Stored data entries:

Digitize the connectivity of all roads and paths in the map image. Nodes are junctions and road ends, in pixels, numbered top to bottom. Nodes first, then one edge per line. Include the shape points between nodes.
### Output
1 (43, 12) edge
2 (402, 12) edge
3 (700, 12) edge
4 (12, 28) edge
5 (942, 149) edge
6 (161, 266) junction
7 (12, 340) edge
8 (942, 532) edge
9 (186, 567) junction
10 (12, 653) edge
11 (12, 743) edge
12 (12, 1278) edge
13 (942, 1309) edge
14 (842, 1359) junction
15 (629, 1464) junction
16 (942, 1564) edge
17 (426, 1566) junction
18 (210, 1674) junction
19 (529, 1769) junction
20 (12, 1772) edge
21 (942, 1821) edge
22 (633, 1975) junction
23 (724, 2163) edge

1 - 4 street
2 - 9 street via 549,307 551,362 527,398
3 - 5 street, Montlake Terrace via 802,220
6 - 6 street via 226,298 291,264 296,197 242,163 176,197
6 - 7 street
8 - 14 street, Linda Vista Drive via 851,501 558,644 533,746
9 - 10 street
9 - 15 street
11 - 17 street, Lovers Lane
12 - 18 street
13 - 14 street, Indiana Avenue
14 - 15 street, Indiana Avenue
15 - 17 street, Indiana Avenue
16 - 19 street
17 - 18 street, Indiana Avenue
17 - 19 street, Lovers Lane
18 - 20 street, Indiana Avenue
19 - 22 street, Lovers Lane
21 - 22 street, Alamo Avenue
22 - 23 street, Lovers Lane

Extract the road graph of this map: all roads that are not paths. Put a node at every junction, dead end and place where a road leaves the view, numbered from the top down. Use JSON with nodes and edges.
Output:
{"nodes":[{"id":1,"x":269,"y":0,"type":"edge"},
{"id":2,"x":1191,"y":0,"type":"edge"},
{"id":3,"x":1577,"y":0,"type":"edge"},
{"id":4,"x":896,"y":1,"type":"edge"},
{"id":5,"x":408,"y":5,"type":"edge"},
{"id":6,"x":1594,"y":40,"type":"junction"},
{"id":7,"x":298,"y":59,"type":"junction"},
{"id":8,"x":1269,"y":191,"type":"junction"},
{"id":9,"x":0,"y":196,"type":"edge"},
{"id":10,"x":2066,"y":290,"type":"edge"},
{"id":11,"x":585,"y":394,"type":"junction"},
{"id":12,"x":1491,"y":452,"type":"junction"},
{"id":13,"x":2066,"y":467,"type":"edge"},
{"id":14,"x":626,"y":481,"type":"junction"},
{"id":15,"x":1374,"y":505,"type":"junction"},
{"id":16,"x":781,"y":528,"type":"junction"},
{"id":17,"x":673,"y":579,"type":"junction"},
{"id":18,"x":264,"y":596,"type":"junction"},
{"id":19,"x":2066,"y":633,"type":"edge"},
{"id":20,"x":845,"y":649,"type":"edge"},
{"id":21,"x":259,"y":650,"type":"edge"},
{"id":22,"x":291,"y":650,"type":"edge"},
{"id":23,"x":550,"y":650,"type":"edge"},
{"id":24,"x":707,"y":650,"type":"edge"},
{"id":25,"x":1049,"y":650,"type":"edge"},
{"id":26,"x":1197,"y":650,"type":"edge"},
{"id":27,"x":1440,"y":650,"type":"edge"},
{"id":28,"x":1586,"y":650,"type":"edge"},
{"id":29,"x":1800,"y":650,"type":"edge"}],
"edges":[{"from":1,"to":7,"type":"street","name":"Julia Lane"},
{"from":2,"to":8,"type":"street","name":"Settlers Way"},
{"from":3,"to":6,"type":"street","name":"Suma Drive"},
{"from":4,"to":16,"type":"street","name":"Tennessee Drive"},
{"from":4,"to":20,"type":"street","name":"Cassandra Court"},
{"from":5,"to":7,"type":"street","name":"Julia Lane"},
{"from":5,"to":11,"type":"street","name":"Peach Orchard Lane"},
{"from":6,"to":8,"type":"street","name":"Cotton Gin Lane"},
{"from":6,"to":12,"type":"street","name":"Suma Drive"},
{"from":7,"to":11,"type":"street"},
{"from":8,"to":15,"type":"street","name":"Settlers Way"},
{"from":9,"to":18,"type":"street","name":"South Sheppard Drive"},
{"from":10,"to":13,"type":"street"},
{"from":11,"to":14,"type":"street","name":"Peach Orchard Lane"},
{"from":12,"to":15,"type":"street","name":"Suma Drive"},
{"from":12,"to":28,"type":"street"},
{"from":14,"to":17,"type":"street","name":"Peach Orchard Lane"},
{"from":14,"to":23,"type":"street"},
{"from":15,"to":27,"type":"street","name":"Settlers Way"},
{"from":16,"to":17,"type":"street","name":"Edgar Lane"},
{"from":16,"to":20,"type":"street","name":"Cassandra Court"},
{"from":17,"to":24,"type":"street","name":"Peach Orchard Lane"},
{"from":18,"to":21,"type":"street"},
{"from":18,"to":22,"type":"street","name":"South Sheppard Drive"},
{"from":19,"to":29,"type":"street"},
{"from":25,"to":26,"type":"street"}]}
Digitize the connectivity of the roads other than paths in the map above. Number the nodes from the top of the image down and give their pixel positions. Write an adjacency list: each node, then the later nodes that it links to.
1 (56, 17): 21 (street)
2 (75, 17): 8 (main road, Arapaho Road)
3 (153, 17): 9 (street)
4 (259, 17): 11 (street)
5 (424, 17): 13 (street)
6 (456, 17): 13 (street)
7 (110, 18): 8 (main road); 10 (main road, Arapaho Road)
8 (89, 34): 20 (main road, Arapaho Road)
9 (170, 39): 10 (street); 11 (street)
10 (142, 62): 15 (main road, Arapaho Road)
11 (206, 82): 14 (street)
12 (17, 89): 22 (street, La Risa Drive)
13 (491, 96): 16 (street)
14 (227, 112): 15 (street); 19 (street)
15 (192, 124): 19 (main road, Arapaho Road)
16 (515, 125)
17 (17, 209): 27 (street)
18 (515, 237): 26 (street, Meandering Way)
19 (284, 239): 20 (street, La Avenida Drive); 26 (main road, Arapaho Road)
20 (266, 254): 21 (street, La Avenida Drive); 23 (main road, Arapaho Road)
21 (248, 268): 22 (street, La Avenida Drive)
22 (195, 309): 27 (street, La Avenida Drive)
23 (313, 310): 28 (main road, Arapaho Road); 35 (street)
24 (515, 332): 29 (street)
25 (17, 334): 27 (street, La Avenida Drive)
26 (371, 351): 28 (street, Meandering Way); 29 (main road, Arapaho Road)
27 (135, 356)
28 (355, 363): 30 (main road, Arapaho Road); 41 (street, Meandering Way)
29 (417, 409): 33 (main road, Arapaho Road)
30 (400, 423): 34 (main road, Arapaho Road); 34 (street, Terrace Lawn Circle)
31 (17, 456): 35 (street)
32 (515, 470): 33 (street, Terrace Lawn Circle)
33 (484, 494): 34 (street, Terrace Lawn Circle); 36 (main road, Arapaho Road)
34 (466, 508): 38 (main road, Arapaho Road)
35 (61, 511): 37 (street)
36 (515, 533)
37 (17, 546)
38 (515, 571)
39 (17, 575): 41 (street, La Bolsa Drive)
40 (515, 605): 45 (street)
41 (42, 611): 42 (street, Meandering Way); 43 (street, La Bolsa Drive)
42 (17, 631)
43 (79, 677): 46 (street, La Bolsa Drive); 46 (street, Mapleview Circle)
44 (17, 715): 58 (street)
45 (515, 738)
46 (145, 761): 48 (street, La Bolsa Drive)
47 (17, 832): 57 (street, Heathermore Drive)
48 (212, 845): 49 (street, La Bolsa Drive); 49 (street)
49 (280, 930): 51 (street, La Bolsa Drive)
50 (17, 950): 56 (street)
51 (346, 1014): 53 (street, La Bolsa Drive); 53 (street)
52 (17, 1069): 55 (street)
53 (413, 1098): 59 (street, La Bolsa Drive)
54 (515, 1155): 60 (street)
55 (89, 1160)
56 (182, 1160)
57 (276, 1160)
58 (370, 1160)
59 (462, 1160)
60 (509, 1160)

*YOUR ASSIGNMENT*.
Using the string "Avenida" as the search term, count the lines of the data above that hold it and report that number alone.

*REPLY*.
5